正期産であり、骨盤位のため予定帝王切開になったところから、出生前の児の異常はなかったと考えられます。
また、問題を解くには身体所見、検査所見の正常値・基準を理解しておく必要があります。
問題では、出生直後の身体所見、検査所見に異常はみられません。
出生後2時間の児の状態に注目します。体温は正常値範囲内。呼吸は多呼吸、spo2が低く、鼻翼呼吸・呻吟・四肢末端チノーゼがみられ、呼吸障害が疑われます。
分娩方法が予定帝王切開であったことは注目しておく必要があります。

1.胎便吸引症候群とは、出生前あるいは出生時とその直後などに、肺に胎便を吸い込んだ新生児に呼吸窮迫がみられることをいいます。問題は羊水混濁なしとなっています。

2.呼吸窮迫症候群は、早産児にみられる呼吸疾患で肺サーファクタントという肺胞を覆う物質がつくられない、もしくは不足しているために、肺胞が拡張した状態を保てないことで起こります。問題は正期産時であり、母親が糖尿病であるという情報もありません。

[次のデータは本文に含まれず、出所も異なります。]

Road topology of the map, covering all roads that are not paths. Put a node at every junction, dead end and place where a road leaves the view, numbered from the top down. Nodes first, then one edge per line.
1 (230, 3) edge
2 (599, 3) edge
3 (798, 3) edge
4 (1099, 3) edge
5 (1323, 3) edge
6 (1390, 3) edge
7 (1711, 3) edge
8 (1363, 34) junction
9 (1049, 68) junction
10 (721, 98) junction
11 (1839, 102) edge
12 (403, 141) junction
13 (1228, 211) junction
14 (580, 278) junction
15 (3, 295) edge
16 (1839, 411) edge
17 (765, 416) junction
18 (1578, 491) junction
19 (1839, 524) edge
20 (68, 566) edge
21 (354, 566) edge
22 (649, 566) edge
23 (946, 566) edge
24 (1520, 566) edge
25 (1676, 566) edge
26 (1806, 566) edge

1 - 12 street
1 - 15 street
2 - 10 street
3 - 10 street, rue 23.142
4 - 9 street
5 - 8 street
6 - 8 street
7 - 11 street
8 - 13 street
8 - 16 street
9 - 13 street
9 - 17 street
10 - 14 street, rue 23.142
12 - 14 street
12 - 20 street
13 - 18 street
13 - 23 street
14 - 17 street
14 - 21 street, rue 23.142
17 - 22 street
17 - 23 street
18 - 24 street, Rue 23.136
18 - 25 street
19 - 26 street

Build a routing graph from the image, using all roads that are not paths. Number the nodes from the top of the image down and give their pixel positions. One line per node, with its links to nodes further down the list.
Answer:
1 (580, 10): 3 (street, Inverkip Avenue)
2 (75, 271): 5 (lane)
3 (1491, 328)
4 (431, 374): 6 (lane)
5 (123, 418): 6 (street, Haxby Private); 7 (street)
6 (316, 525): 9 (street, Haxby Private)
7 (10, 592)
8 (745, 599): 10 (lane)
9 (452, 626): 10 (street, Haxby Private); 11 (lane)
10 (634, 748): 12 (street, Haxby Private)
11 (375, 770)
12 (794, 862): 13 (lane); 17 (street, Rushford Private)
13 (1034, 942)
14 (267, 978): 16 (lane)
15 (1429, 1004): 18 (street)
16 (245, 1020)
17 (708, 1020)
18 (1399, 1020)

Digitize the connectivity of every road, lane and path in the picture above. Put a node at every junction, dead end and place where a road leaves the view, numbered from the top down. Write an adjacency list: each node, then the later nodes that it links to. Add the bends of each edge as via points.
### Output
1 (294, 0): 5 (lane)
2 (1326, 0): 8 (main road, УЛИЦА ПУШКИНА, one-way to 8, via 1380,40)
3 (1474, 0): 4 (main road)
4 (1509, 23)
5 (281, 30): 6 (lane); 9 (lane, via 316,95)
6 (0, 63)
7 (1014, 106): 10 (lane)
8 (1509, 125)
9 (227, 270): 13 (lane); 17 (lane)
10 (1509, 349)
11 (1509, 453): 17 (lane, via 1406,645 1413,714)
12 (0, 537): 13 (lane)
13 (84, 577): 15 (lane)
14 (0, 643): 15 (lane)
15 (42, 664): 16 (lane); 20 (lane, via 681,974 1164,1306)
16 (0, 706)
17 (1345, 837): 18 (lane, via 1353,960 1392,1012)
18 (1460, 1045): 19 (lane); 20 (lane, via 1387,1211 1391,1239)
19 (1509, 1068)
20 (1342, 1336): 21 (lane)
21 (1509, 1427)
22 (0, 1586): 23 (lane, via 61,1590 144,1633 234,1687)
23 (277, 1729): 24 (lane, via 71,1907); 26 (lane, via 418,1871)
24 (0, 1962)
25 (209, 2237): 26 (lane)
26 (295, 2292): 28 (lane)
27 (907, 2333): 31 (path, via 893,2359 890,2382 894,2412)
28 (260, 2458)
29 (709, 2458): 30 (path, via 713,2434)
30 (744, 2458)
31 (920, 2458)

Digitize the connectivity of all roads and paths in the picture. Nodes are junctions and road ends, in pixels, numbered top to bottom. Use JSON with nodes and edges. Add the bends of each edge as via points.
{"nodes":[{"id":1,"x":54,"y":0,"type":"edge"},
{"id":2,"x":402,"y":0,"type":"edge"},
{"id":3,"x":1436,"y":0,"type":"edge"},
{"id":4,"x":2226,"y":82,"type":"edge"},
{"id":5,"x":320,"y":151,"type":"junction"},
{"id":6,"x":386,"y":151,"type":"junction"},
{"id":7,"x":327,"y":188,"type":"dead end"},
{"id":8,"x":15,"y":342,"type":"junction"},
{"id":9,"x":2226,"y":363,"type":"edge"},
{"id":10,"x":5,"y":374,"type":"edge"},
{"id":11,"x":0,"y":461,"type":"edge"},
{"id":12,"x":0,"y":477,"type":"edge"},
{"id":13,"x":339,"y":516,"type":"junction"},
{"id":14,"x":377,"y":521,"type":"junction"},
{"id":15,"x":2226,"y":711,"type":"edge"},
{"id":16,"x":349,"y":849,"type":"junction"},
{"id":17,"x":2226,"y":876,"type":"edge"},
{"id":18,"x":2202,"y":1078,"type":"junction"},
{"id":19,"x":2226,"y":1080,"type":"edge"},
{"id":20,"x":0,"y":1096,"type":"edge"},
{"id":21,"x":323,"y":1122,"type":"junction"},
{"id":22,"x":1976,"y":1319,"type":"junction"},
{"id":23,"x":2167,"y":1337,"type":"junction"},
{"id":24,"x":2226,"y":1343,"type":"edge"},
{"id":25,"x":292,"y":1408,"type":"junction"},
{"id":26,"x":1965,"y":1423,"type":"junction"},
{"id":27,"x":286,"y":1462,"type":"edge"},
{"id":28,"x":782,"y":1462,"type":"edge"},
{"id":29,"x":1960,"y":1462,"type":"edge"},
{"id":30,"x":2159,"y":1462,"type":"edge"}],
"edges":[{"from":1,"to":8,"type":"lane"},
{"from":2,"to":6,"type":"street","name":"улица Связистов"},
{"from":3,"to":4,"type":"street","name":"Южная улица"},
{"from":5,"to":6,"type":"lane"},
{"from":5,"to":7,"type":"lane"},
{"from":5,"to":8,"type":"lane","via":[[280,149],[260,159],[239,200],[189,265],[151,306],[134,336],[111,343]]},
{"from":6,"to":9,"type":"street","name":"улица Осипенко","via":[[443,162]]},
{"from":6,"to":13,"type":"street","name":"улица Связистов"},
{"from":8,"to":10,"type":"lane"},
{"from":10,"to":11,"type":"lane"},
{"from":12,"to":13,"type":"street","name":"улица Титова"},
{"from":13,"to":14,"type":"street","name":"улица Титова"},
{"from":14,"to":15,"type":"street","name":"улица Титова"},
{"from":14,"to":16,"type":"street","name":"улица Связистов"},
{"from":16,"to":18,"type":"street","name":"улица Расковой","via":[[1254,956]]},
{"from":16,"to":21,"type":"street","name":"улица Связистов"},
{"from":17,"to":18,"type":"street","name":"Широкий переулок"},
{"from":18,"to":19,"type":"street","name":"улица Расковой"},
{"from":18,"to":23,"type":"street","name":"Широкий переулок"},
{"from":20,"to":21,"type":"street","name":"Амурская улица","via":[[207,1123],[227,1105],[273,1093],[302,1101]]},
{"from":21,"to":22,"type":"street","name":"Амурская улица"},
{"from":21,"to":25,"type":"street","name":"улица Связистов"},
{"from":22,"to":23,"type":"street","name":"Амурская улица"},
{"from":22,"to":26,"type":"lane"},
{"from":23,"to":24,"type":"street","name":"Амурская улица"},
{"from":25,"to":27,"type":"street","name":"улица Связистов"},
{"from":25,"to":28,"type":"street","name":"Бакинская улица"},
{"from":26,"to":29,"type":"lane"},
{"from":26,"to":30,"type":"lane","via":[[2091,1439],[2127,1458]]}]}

3.心室中隔欠損症は、先天性の心疾患です。問題は心雑音はなしとなっています。

4.新生児一過性多呼吸は、出生後肺の中に過剰の液体があるために一時的な呼吸困難が起こって、血液中の酸素レベルが低くなる病気です。早産児や陣痛開始前の予定帝王切開で生まれた児に起こる可能性が高くなります。